Nanditha S, Iyer GaneshKrishnan K T, Raghu B, Prashanth Y M, Yadav Vikas
Department of Cardiac Anesthesia, Aster CMI, Bangalore, India.
Department of Cardiothoracic Surgery, Aster CMI, Bangalore, India.
Indian J Thorac Cardiovasc Surg. 2020 Jul;36(4):420-422. doi: 10.1007/s12055-020-00950-z. Epub 2020 May 11.

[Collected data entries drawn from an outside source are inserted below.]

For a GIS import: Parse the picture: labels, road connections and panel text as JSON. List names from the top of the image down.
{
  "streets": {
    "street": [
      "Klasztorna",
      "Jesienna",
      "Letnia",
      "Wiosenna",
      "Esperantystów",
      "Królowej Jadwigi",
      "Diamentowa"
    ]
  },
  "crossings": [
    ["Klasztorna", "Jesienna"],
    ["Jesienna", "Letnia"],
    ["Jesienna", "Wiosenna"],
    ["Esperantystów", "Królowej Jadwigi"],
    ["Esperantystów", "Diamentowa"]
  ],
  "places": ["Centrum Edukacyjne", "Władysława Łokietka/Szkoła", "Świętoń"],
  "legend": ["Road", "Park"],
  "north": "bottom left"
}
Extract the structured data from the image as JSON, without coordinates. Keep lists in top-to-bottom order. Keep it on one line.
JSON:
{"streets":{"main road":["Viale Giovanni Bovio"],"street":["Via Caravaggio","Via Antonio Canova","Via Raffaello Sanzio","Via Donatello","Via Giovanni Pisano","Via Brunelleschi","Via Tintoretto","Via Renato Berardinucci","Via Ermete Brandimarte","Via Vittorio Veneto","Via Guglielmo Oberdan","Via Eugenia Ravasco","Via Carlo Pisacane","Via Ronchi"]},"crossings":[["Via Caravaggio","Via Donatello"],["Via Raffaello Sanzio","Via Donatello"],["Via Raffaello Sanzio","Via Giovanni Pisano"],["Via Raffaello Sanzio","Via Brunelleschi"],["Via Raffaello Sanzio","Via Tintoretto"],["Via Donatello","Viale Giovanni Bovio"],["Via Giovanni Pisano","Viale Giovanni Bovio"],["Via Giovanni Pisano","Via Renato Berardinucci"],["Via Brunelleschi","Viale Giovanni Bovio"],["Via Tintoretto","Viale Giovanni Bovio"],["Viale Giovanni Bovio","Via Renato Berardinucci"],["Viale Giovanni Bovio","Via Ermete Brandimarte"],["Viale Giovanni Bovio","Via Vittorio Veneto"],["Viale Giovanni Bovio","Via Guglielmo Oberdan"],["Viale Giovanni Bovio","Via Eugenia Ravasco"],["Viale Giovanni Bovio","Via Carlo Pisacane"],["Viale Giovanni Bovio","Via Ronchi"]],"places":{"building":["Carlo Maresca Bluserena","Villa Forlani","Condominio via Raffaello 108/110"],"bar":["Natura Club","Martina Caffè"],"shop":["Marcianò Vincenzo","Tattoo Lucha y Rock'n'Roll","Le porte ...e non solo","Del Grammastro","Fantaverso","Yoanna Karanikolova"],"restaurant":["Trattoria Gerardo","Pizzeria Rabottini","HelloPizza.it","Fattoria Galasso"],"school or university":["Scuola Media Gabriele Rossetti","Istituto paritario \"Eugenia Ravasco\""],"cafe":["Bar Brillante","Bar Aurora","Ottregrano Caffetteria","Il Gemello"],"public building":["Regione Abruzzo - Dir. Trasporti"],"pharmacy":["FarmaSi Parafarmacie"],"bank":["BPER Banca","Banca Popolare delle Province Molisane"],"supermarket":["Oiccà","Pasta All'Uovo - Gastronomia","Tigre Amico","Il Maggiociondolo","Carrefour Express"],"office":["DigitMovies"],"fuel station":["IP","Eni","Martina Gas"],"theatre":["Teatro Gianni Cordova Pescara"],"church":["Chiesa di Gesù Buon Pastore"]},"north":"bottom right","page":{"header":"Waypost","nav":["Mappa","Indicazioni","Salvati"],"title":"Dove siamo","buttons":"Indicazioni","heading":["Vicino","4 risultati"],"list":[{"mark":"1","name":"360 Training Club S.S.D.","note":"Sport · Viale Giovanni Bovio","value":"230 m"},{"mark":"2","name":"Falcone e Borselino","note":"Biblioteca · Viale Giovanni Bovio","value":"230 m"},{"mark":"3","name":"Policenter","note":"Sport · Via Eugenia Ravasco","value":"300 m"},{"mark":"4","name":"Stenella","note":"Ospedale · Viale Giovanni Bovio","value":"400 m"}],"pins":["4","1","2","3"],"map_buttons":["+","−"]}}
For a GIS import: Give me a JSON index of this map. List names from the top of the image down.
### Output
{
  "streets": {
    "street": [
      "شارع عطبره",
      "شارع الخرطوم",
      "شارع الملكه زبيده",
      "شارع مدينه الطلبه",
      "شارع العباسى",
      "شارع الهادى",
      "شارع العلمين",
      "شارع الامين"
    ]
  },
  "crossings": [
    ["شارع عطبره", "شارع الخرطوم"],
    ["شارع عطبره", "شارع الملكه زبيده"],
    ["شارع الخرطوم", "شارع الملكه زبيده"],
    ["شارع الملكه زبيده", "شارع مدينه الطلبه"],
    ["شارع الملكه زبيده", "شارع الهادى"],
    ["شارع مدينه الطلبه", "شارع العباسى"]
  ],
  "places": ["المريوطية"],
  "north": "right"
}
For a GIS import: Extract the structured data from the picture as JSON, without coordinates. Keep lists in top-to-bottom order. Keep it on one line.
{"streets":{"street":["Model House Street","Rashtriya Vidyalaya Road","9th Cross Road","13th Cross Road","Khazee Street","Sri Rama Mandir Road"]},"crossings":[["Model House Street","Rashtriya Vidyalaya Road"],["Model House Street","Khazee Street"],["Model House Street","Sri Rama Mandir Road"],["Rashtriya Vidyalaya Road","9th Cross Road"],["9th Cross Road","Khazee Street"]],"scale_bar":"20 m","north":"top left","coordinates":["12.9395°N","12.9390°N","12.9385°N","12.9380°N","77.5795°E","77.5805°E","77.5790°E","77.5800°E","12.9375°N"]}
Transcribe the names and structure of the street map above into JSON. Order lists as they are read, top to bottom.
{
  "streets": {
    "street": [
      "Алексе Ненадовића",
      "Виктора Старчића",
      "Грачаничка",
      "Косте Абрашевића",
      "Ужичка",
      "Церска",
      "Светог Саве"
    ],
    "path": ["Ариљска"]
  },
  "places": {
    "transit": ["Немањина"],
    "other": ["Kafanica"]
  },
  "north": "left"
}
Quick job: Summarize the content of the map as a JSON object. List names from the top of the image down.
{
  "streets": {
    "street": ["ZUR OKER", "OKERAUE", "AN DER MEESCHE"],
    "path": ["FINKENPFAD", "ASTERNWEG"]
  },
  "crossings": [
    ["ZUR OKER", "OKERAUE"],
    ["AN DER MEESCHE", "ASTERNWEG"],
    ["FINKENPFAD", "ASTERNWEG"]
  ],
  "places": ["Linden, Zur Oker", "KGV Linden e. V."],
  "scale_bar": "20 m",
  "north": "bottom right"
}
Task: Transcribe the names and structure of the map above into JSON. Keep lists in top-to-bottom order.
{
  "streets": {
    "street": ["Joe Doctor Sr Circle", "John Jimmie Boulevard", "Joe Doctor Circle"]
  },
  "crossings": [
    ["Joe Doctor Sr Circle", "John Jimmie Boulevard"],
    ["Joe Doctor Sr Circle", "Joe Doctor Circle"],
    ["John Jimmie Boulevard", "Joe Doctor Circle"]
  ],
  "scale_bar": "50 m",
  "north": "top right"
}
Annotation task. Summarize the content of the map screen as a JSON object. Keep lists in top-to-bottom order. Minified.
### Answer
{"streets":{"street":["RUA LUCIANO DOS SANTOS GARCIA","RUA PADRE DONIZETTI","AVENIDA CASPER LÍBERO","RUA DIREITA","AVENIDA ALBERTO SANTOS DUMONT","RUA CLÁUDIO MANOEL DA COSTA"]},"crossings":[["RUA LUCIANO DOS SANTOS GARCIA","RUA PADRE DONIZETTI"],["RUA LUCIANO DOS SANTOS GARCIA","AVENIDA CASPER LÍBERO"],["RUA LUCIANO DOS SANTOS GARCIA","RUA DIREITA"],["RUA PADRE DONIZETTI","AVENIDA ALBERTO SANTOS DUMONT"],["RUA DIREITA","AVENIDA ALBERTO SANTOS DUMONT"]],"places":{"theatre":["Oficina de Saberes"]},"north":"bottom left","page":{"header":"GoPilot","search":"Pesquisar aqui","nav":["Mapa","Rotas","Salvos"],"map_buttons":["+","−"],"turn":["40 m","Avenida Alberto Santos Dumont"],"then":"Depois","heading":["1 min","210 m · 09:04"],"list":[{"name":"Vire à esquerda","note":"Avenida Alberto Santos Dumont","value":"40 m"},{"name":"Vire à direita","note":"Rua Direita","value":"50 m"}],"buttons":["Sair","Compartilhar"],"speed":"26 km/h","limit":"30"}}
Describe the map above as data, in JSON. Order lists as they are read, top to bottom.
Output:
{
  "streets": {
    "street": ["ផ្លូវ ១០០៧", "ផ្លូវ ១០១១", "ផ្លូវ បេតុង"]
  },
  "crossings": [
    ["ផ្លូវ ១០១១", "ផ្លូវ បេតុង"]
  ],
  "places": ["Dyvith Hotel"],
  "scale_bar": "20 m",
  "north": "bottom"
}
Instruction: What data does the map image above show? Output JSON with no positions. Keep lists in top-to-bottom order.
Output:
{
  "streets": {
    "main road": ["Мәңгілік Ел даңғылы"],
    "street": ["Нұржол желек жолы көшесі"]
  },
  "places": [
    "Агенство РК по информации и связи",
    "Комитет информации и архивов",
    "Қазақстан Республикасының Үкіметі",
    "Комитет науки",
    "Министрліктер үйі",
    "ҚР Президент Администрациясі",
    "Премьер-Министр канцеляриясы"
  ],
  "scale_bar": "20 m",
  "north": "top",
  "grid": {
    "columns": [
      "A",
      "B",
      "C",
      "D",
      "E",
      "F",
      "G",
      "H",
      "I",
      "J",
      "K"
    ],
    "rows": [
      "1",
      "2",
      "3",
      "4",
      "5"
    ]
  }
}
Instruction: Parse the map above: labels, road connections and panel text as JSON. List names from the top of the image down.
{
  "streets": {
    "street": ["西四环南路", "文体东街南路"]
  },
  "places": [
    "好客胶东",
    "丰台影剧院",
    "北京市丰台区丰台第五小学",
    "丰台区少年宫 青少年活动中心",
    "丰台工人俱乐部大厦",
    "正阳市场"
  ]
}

Fungal endocarditis following Extracorporeal membrane oxygenation (ECMO) is rare and very rarely reported. Though rare it has a high mortality rate. A 49-year-old male patient who had venovenous ECMO presented with aortic valve endocarditis after 40 days. He underwent sutureless bioprosthehtic valve placement and debridement of abscess. Abscess fluid grew aspergillus species and was started on dual antifungal intravenous amphotericin and variconazole. He was discharged after 1 month with oral variconazole. Incidence of aseptic endocarditis (AE) has been on rise due to increase in invasive procedures. Blood culture is mostly sterile, and fever may be absent. Abscess debridement and aggressive dual antifungal treatment helped our patient in his road to recovery. In current era with increasing use of ECMO, newer rarer complications should be kept in mind. High index of suspicion is required for diagnosing fungal endocarditis after ECMO.
体外膜肺氧合(ECMO)后发生真菌性心内膜炎很罕见,报道极少。尽管罕见,但死亡率很高。一名49岁接受静脉-静脉ECMO的男性患者在40天后出现主动脉瓣心内膜炎。他接受了无缝生物人工瓣膜置换及脓肿清创术。脓肿液培养出曲霉菌种,开始静脉给予两性霉素和伏立康唑联合抗真菌治疗。1个月后他口服伏立康唑出院。由于侵入性操作增加,无菌性心内膜炎(AE)的发病率一直在上升。血培养大多无菌,可能无发热。脓肿清创及积极的联合抗真菌治疗帮助我们的患者康复。在当前ECMO使用增加的时代,应牢记更新的罕见并发症。ECMO后诊断真菌性心内膜炎需要高度怀疑指数。